SEZIONE PRIMA CIVILE

Composta dagli Ill.mi Sigg.ri Magistrati:

Dott. GENOVESE Francesco A. – Presidente –

Dott. ACIERNO Maria – Consigliere –

Dott. TRICOMI Irene – Consigliere –

Dott. IOFRIDA Giulia – rel. Consigliere –

Dott. DOLMETTA Aldo Angelo – Consigliere –

ha pronunciato la seguente:

ORDINANZA

sul ricorso 10537/2019 proposto da:

C.M., domiciliato in Roma, Piazza Cavour, presso la

Cancelleria Civile della Corte di Cassazione, rappresentato e difeso

dall’avvocato Pesca Mario, giusta procura in calce al ricorso;

– ricorrente –

contro

P.I., in qualità di genitore del minore A.S.,

domiciliata in Roma, Piazza Cavour, presso la Cancelleria Civile

della Corte di Cassazione, rappresentata e difesa dall’avvocato

Melchionda Nicola Maria, giusta procura in calce al controricorso;

– controricorrente –

contro

Procura Generale della Repubblica presso la Corte d’Appello di

Salerno, Procuratore Generale presso la Corte Suprema di Cassazione;

– intimati –

avverso la sentenza n. 98/2019 della CORTE D’APPELLO di SALERNO, del

24/01/2019;

udita la relazione della causa svolta nella camera di consiglio del

18/01/2021 dal cons. Dott.

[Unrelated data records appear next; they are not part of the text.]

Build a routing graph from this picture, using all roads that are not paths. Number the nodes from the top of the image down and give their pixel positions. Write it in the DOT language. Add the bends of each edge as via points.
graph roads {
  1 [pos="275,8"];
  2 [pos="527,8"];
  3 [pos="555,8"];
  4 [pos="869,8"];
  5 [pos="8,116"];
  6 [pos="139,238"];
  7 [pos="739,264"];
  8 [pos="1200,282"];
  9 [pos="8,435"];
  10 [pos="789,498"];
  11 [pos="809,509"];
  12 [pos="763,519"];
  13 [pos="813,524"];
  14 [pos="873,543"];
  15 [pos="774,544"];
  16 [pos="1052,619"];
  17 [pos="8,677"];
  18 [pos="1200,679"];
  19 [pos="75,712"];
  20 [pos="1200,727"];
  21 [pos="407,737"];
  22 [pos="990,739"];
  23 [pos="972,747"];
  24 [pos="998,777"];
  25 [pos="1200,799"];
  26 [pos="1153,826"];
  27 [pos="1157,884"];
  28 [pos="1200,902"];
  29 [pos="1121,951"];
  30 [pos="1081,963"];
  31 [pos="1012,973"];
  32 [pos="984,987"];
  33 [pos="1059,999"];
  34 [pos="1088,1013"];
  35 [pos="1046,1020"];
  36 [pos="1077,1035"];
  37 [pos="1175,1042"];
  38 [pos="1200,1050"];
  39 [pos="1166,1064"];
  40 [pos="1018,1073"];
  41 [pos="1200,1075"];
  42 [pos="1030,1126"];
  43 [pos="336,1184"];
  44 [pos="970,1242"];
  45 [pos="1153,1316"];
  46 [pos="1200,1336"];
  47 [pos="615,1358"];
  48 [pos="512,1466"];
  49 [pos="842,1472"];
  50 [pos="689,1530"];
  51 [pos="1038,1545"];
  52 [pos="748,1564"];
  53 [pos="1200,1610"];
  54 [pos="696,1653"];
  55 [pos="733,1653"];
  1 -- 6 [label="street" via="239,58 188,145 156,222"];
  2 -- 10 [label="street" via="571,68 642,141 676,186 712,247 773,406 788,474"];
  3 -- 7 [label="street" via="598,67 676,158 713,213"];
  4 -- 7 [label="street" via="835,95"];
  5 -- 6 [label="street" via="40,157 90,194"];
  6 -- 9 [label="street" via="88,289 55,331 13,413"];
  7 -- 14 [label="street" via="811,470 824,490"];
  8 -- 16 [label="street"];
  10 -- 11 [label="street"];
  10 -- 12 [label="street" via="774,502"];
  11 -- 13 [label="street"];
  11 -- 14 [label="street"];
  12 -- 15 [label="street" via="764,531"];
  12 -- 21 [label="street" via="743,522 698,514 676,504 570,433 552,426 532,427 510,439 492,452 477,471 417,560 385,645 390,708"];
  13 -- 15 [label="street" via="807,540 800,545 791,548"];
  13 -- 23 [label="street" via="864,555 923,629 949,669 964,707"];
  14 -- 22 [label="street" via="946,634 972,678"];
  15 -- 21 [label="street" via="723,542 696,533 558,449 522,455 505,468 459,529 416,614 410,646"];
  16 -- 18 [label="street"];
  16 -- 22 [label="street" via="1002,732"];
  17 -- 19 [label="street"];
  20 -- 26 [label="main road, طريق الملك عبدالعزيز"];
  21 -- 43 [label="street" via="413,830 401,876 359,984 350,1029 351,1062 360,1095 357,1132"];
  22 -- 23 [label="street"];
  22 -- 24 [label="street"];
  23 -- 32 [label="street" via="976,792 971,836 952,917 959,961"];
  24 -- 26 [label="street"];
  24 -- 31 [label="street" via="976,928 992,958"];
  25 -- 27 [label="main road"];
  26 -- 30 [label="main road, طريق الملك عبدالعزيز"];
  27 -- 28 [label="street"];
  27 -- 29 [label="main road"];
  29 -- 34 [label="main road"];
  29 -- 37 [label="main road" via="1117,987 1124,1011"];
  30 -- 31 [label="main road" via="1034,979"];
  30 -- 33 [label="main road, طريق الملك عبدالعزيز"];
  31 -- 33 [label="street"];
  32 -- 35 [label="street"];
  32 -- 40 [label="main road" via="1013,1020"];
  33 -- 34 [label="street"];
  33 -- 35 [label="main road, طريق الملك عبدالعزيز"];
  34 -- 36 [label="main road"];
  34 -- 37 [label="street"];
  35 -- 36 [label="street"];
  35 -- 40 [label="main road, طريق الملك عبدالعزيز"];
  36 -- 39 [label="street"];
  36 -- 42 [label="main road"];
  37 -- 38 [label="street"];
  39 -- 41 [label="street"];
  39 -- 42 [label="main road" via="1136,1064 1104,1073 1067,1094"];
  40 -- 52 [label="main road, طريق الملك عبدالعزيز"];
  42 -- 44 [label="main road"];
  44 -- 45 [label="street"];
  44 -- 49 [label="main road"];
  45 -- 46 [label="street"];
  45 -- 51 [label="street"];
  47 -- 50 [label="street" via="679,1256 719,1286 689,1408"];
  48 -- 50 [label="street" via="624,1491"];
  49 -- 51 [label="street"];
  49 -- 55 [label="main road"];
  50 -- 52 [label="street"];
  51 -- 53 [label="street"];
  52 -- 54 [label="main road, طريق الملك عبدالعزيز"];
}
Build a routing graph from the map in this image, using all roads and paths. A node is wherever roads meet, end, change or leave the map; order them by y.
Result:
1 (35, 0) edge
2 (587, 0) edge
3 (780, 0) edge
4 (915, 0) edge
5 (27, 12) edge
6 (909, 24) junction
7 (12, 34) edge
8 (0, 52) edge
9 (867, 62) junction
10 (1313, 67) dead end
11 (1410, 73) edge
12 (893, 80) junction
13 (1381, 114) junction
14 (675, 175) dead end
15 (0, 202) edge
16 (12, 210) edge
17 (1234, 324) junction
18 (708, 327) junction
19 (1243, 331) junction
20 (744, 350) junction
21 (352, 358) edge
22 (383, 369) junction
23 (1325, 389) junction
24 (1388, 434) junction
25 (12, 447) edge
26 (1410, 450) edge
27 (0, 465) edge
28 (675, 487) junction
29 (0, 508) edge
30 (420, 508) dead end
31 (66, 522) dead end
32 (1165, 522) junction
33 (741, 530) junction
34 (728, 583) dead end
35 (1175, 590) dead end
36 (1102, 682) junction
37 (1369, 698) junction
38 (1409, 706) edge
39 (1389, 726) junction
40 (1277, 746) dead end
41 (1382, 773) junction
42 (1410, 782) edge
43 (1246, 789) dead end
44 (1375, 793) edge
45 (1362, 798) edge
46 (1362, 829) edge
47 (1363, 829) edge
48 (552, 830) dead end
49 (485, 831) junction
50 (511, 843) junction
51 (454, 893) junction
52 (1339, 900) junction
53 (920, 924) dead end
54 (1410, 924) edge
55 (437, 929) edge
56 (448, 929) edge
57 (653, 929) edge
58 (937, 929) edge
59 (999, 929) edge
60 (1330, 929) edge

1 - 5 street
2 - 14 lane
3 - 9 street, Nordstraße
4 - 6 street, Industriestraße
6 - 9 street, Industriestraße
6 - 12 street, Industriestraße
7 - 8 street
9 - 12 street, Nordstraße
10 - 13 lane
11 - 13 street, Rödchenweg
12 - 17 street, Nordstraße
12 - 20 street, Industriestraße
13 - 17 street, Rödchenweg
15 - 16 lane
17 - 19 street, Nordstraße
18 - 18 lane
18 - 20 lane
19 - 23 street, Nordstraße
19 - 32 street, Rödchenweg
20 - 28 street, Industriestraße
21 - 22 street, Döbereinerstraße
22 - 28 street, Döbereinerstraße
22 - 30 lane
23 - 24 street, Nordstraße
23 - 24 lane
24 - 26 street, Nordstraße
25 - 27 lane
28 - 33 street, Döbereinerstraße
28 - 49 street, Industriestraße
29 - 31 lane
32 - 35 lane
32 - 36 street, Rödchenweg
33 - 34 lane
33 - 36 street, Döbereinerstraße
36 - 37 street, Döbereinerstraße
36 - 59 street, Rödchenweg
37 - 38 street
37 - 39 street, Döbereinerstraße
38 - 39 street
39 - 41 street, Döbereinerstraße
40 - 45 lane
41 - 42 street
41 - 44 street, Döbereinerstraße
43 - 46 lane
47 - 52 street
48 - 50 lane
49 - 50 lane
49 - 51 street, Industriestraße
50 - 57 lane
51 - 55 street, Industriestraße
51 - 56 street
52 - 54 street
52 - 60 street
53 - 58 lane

IOFRIDA GIULIA.

 

Fatto

FATTI DI CAUSA

La Corte d’appello di Salerno, con sentenza n. 284/2019, depositata in data 24/1/2019, ha confermato la decisione di primo grado, che – su domanda della madre, P.I., nell’interesse del figlio, ex art. 270 c.c., a seguito di passaggio in giudicato di altra pronuncia, del 2014, con la quale era stata accolta l’azione di disconoscimento della paternità proposta da A.C., marito separato della P., – aveva dichiarato che A.S., nato ad (OMISSIS), è figlio di C.M., condannando quest’ultimo al pagamento a favore della madre del minore, P.I., di Euro 16.750,00, a titolo di rimborso di una quota di mantenimento del figlio a carico del padre, a decorrere dalla pubblicazione della sentenza di disconoscimento della paternità (nel (OMISSIS)), nonchè al versamento di un assegno mensile di Euro 250,00, a decorrere dal marzo 2018, a titolo di contributo al mantenimento del minore, oltre adeguamento Istat, respinte la domanda di risarcimento del danno esistenziale patito dal minore per la mancanza della figura paterna, avanzata dalla P., e la domanda riconvenzionale del C., di condanna dell’attrice al risarcimento di danno morale.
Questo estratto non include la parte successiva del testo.